**What the task asks**
Find the line holding "pinky dip: (485, 421)" in the entries below. Give it again exactly, along with every line after it up to and including the line holding "middle tip: (753, 390)".

══════════

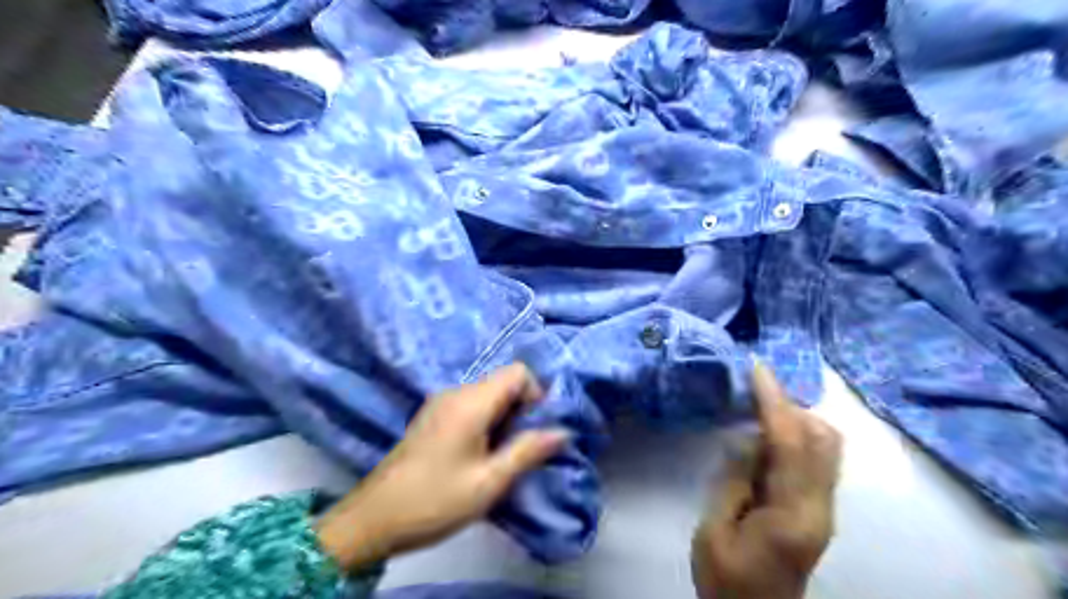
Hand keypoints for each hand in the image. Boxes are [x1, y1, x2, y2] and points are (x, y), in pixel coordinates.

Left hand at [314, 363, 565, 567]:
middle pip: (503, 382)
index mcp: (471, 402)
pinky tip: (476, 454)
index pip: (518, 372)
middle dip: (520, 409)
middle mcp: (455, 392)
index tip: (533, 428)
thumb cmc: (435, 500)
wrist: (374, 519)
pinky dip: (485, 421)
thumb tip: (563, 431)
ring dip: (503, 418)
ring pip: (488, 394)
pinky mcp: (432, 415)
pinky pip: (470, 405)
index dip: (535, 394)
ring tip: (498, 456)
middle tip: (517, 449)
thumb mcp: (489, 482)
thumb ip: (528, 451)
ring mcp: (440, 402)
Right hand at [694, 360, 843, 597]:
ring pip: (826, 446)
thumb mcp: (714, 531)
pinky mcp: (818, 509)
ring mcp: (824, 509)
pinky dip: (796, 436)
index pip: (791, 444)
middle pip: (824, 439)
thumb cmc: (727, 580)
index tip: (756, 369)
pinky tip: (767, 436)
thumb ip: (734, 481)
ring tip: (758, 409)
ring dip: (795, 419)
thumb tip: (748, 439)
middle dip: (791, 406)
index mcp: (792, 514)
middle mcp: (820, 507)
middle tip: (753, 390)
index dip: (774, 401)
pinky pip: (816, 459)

══════════

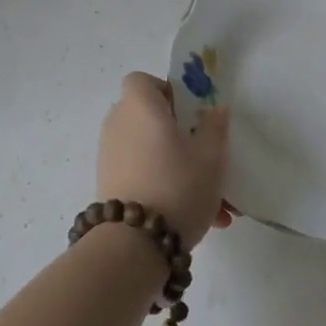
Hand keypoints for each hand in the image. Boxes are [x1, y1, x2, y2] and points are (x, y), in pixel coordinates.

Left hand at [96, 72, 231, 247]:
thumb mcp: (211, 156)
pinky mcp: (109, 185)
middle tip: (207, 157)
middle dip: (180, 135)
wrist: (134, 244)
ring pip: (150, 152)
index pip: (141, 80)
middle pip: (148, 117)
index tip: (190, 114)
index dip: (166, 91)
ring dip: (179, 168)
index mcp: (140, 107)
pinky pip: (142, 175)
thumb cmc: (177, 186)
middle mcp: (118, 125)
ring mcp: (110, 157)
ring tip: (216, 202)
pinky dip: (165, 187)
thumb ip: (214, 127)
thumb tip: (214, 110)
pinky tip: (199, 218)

══════════

**Solution to this problem**
pinky dip: (485, 421)
thumb tip: (563, 431)
ring dip: (503, 418)
ring pip: (488, 394)
pinky mcp: (432, 415)
pinky pip: (470, 405)
index dip: (535, 394)
ring tip: (498, 456)
middle tip: (517, 449)
thumb mcp: (489, 482)
thumb ip: (528, 451)
ring mcp: (440, 402)
Right hand at [694, 360, 843, 597]:
ring pip: (826, 446)
thumb mcp: (714, 531)
pinky mcp: (818, 509)
ring mcp: (824, 509)
pinky dip: (796, 436)
index pip: (791, 444)
middle pip: (824, 439)
thumb cmc: (727, 580)
index tip: (756, 369)
pinky tip: (767, 436)
thumb ip: (734, 481)
ring tip: (758, 409)
ring dip: (795, 419)
thumb tip: (748, 439)
middle dip: (791, 406)
index mcp: (792, 514)
middle mcp: (820, 507)
middle tip: (753, 390)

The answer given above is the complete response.